Beginning in 492 B.C., a series of wars erupted, appropriately entitled the Persian Wars, which lasted around thirteen years. Because of the constant battles between the Persians, led by Xerxes, and Greece, both civilization started growing weaker and weaker. When the wars ended, the Greeks were successful at defeating the Persians. However, being in a weakened state caused the Greek city- states (mainly Athens against Sparta) to fight amongst themselves in order to have more influence over the rest of the city-states. This type of war was termed the Peloponnesian War and continued from 431B.C.
The Greeks lost their first battle against the Persians. The Persians second attempt for an invasion was located at Marathon in Greece in 490 BC. The Persian generals Datis and Artaphernes had 48,000 men and a few sh... ... middle of paper ... ...ve victory in the war, the Athenians could rightly be said to have saved all Greece from Persian domination.” (Jona 4). The Greeks stopped the Persians from conquering the rest of Persia. The city of Athens is in ruins, but sooner or later the Greeks will rebuild it to be a more fabulous city.
Thus began the Age of Pericles, the period of Greek history when Pericles ruled Athens. Under Pericles, Athens went through a period that has become known as the Golden Age of Athens (480-404) B.C. Athens developed a more democratic form of government that gave power to those who were Athenian. These rights did not apply to women or slaves. In 490 B.C, the Athenians defeated Persian invades at the Battle of Marathon.
It is one of the most studied wars in history. The Peloponnesian War ravaged Greece for over 30 years during the 5th century B.C., and had a permanent effect on the Greek world. Athens and Sparta, two major city-states, fought each other relentlessly for control of the Mediterranean. The once great empire of Athens would ultimately be defeated, and its counterpart Sparta would be weakened severely as well. This war would negatively affect Greece's world power, and it would pave the way for an invasion by Macedonia later in history.

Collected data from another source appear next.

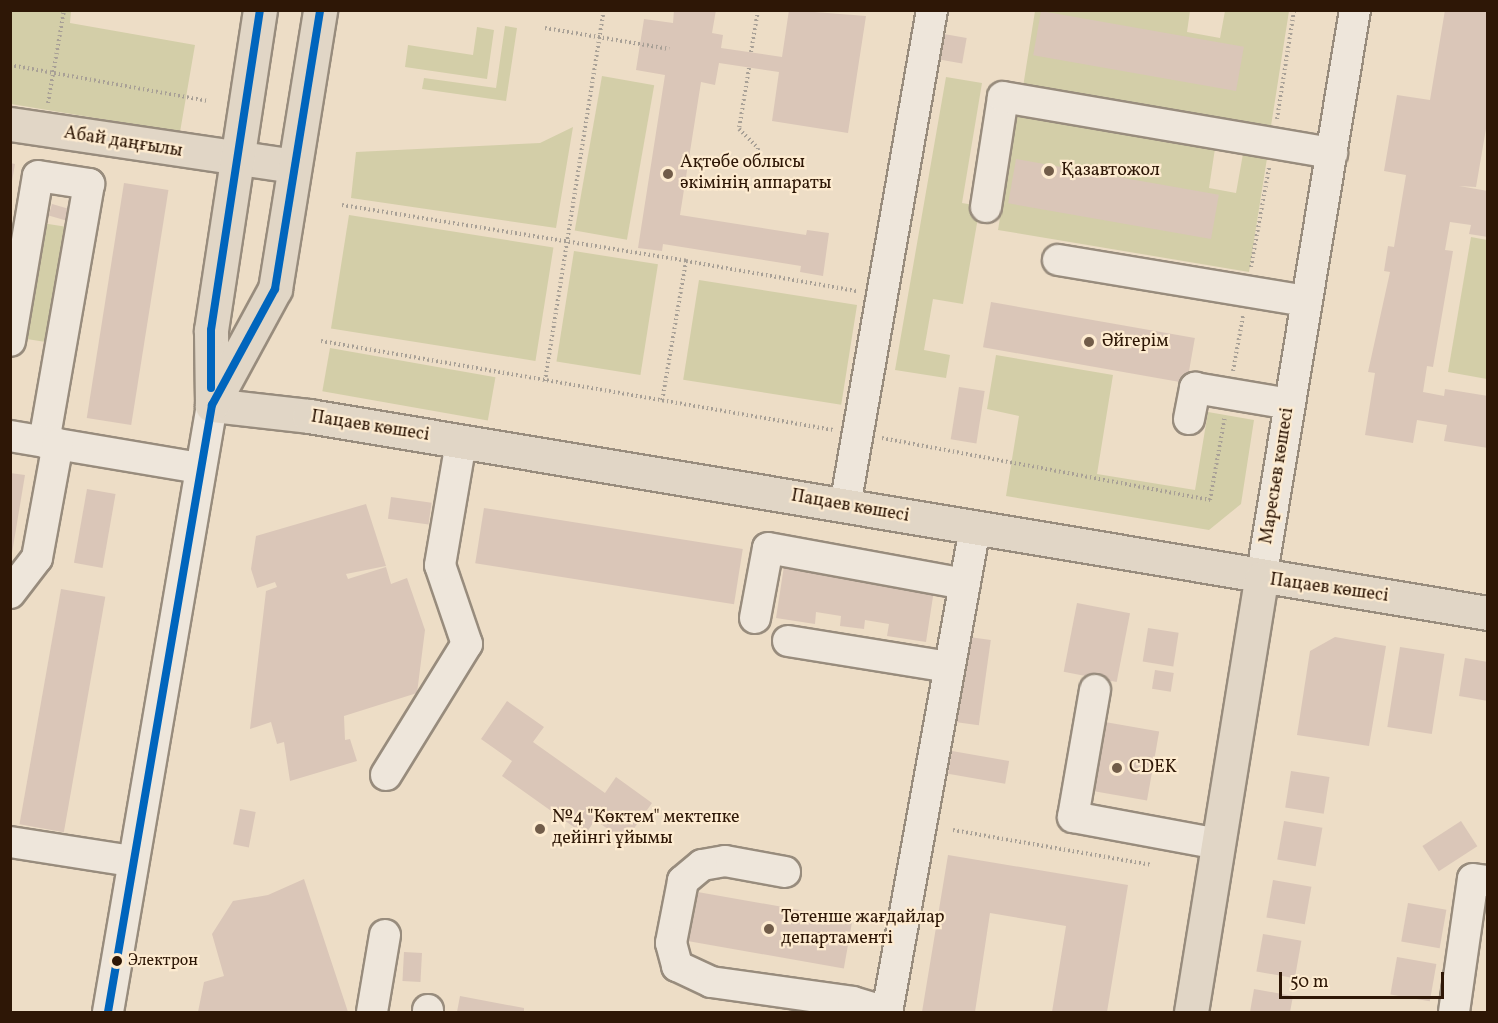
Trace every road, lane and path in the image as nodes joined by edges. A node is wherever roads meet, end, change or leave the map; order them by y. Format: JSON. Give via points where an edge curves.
{"nodes":[{"id":1,"x":64,"y":10,"type":"edge"},
{"id":2,"x":260,"y":10,"type":"edge"},
{"id":3,"x":320,"y":10,"type":"edge"},
{"id":4,"x":604,"y":10,"type":"edge"},
{"id":5,"x":758,"y":10,"type":"edge"},
{"id":6,"x":932,"y":10,"type":"edge"},
{"id":7,"x":1294,"y":10,"type":"edge"},
{"id":8,"x":1355,"y":10,"type":"edge"},
{"id":9,"x":545,"y":28,"type":"dead end"},
{"id":10,"x":600,"y":36,"type":"junction"},
{"id":11,"x":669,"y":49,"type":"dead end"},
{"id":12,"x":751,"y":52,"type":"dead end"},
{"id":13,"x":10,"y":65,"type":"edge"},
{"id":14,"x":749,"y":68,"type":"dead end"},
{"id":15,"x":54,"y":72,"type":"junction"},
{"id":16,"x":209,"y":101,"type":"dead end"},
{"id":17,"x":47,"y":110,"type":"dead end"},
{"id":18,"x":10,"y":124,"type":"edge"},
{"id":19,"x":1273,"y":143,"type":"junction"},
{"id":20,"x":1332,"y":153,"type":"junction"},
{"id":21,"x":237,"y":158,"type":"junction"},
{"id":22,"x":756,"y":162,"type":"dead end"},
{"id":23,"x":294,"y":166,"type":"junction"},
{"id":24,"x":342,"y":205,"type":"dead end"},
{"id":25,"x":986,"y":207,"type":"dead end"},
{"id":26,"x":567,"y":242,"type":"junction"},
{"id":27,"x":1058,"y":260,"type":"dead end"},
{"id":28,"x":686,"y":261,"type":"junction"},
{"id":29,"x":1247,"y":291,"type":"junction"},
{"id":30,"x":880,"y":295,"type":"junction"},
{"id":31,"x":1307,"y":301,"type":"junction"},
{"id":32,"x":10,"y":341,"type":"edge"},
{"id":33,"x":321,"y":341,"type":"dead end"},
{"id":34,"x":545,"y":381,"type":"junction"},
{"id":35,"x":1229,"y":393,"type":"junction"},
{"id":36,"x":662,"y":402,"type":"junction"},
{"id":37,"x":1290,"y":404,"type":"junction"},
{"id":38,"x":212,"y":405,"type":"junction"},
{"id":39,"x":1190,"y":419,"type":"dead end"},
{"id":40,"x":857,"y":434,"type":"junction"},
{"id":41,"x":10,"y":436,"type":"edge"},
{"id":42,"x":461,"y":442,"type":"junction"},
{"id":43,"x":51,"y":443,"type":"junction"},
{"id":44,"x":199,"y":468,"type":"junction"},
{"id":45,"x":845,"y":506,"type":"junction"},
{"id":46,"x":975,"y":528,"type":"junction"},
{"id":47,"x":1261,"y":579,"type":"junction"},
{"id":48,"x":965,"y":584,"type":"junction"},
{"id":49,"x":10,"y":593,"type":"edge"},
{"id":50,"x":1488,"y":613,"type":"edge"},
{"id":51,"x":755,"y":618,"type":"dead end"},
{"id":52,"x":788,"y":641,"type":"dead end"},
{"id":53,"x":950,"y":667,"type":"junction"},
{"id":54,"x":1095,"y":690,"type":"dead end"},
{"id":55,"x":386,"y":775,"type":"dead end"},
{"id":56,"x":953,"y":830,"type":"dead end"},
{"id":57,"x":10,"y":842,"type":"edge"},
{"id":58,"x":1219,"y":844,"type":"junction"},
{"id":59,"x":132,"y":861,"type":"junction"},
{"id":60,"x":1152,"y":866,"type":"dead end"},
{"id":61,"x":784,"y":872,"type":"dead end"},
{"id":62,"x":1488,"y":881,"type":"edge"},
{"id":63,"x":385,"y":935,"type":"dead end"},
{"id":64,"x":108,"y":1012,"type":"edge"},
{"id":65,"x":372,"y":1012,"type":"edge"},
{"id":66,"x":886,"y":1012,"type":"edge"},
{"id":67,"x":1191,"y":1012,"type":"edge"},
{"id":68,"x":1454,"y":1012,"type":"edge"}],
"edges":[{"from":1,"to":15,"type":"path"},
{"from":2,"to":21,"type":"main road"},
{"from":3,"to":23,"type":"main road"},
{"from":4,"to":10,"type":"path"},
{"from":5,"to":12,"type":"path"},
{"from":6,"to":30,"type":"street"},
{"from":7,"to":19,"type":"path"},
{"from":8,"to":20,"type":"street","name":"Маресьев көшесі"},
{"from":9,"to":10,"type":"path"},
{"from":10,"to":11,"type":"path"},
{"from":10,"to":26,"type":"path"},
{"from":13,"to":15,"type":"path"},
{"from":14,"to":22,"type":"path","via":[[739,129],[758,148]]},
{"from":15,"to":16,"type":"path"},
{"from":15,"to":17,"type":"path"},
{"from":18,"to":21,"type":"main road","name":"Абай даңғылы"},
{"from":19,"to":20,"type":"street"},
{"from":19,"to":25,"type":"street","via":[[1004,97]]},
{"from":19,"to":29,"type":"path"},
{"from":20,"to":31,"type":"street","name":"Маресьев көшесі"},
{"from":21,"to":23,"type":"main road","name":"Абай даңғылы"},
{"from":21,"to":38,"type":"main road","via":[[210,330]]},
{"from":23,"to":38,"type":"main road","via":[[275,289]]},
{"from":24,"to":26,"type":"path"},
{"from":26,"to":28,"type":"path"},
{"from":26,"to":34,"type":"path"},
{"from":27,"to":29,"type":"street"},
{"from":28,"to":30,"type":"path"},
{"from":28,"to":36,"type":"path"},
{"from":29,"to":31,"type":"street"},
{"from":29,"to":35,"type":"path"},
{"from":30,"to":40,"type":"street"},
{"from":31,"to":37,"type":"street","name":"Маресьев көшесі"},
{"from":32,"to":43,"type":"street","via":[[38,176],[89,184]]},
{"from":33,"to":34,"type":"path"},
{"from":34,"to":36,"type":"path"},
{"from":35,"to":37,"type":"street"},
{"from":35,"to":39,"type":"street","via":[[1196,388]]},
{"from":35,"to":40,"type":"path","via":[[1210,500]]},
{"from":36,"to":40,"type":"path"},
{"from":37,"to":47,"type":"street","name":"Маресьев көшесі"},
{"from":38,"to":42,"type":"main road","name":"Пацаев көшесі"},
{"from":38,"to":44,"type":"street"},
{"from":40,"to":45,"type":"street"},
{"from":41,"to":43,"type":"street"},
{"from":42,"to":45,"type":"main road","name":"Пацаев көшесі"},
{"from":42,"to":55,"type":"street","via":[[440,565],[467,644]]},
{"from":43,"to":44,"type":"street"},
{"from":43,"to":49,"type":"street","via":[[37,558]]},
{"from":44,"to":59,"type":"street"},
{"from":45,"to":46,"type":"main road","name":"Пацаев көшесі"},
{"from":46,"to":47,"type":"main road","name":"Пацаев көшесі"},
{"from":46,"to":48,"type":"street"},
{"from":47,"to":50,"type":"main road","name":"Пацаев көшесі"},
{"from":47,"to":58,"type":"main road","name":"Маресьев көшесі"},
{"from":48,"to":51,"type":"street","via":[[768,548]]},
{"from":48,"to":53,"type":"street"},
{"from":52,"to":53,"type":"street"},
{"from":53,"to":66,"type":"street"},
{"from":54,"to":58,"type":"street","via":[[1074,818]]},
{"from":56,"to":60,"type":"path"},
{"from":57,"to":59,"type":"street"},
{"from":58,"to":67,"type":"main road","name":"Маресьев көшесі"},
{"from":59,"to":64,"type":"street"},
{"from":61,"to":66,"type":"street","via":[[725,861],[702,865],[683,881],[671,943],[677,966],[711,982],[853,1002]]},
{"from":62,"to":68,"type":"street","via":[[1473,879]]},
{"from":63,"to":65,"type":"street"}]}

A mighty Persian fleet set sail for Greece, but met disaster in ferocious storms off the cape of Mount Athos in 492 B.C. Darius sent another force in 490 B.C. Accompanying Darius was Hippias, a former despot of Athens who was exiled in 510 B.C. Hippias maintained some support in Athens and hoped to once again rule the city, despite his age of 80. On this occasion the Persians sacked Eretria and moved into the bay of Marathon to strike Athens.